Speaker
Description
Stroke can lead to a wide range of symptoms including acute motor impairment, post-stroke depression or cognitive impairment. Anticipating these outcomes early on and understanding their underlying causes would enable clinicians to initiate appropriate targeted treatments, which could not only help reduce the severity of symptoms but also improve long-term recovery. Convolutional neural networks (CNNs) are often used for these types of tasks and commonly rely on either computed tomography (CT) or magnetic resonance imaging (MRI) images as data for training. However, it's increasingly understood that complex neurological symptoms often arise from diaschisis, that is, from disconnections between brain regions, rather than being attributable to a single focal neuroanatomical substrate. Lesion-network mapping (LNM) uses normative rs-MRI data to derive so-called connectivity maps indicating functional connections from brain lesions. In this project we investigated 1) whether CNNs trained on connectivity maps (LNM-CNN) outperform those trained on lesion masks (Lesion-CNN) in predicting post-stroke motor-impairment, and assessed 2) whether layer-wise relevance propagation (LRP) can be employed to extract valuable insights into model decisions. Finally, 3) we compared regional importance extracted from the LNM-CNN to those of a current standard procedure (permutation-based LNM).

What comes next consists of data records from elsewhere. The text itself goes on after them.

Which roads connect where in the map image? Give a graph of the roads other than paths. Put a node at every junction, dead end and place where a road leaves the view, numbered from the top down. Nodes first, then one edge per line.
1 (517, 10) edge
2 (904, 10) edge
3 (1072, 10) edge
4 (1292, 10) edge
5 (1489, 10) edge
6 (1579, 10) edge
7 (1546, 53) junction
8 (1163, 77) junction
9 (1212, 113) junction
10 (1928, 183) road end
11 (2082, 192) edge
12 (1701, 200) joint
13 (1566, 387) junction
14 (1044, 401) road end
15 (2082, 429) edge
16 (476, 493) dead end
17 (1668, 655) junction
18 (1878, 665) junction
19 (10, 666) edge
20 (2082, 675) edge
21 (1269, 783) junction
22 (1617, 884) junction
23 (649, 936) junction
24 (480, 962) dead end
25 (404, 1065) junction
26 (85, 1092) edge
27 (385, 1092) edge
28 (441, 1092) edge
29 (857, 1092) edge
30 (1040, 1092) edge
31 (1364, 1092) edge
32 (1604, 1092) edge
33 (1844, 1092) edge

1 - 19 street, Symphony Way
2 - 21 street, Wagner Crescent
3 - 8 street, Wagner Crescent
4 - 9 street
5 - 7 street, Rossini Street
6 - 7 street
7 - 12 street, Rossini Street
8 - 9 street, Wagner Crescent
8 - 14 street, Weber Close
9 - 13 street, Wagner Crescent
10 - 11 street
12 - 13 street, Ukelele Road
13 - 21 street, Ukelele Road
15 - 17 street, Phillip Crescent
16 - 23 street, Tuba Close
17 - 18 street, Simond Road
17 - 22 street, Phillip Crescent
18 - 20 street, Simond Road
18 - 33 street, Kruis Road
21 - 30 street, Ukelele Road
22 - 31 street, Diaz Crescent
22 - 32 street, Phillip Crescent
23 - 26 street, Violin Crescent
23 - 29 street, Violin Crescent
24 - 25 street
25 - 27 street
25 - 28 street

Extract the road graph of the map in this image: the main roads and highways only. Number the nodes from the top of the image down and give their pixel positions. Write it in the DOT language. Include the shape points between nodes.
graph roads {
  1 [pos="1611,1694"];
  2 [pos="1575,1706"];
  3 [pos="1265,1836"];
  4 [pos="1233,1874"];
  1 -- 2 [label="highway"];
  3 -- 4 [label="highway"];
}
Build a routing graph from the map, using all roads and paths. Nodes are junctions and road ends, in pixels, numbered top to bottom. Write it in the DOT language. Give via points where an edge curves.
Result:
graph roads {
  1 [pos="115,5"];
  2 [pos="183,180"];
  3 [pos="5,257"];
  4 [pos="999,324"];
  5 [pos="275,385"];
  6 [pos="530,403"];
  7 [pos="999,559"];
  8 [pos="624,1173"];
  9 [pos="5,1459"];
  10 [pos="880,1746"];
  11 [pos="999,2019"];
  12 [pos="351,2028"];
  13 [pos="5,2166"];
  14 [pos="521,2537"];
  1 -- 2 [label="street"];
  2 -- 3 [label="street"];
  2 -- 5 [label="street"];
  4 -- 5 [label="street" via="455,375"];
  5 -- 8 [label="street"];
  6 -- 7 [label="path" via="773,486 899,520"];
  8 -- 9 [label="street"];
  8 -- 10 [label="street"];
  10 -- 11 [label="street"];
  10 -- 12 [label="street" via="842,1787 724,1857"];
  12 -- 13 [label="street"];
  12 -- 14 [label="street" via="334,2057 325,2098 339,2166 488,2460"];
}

Both models performed similarly, though the LNM-CNN showed higher recall and F1-Score indicating a higher sensitivity in identifying affected patients as well as better balance between precision and recall. LRP showed that importance often clustered near the lesion area, even in connectivity-based models, providing valuable context for the interpretation of the prediction results. The LNM-CNN revealed broader importance across cortical, subcortical, and white matter regions, while the permutation-based analysis predominantly identified cortical regions as important.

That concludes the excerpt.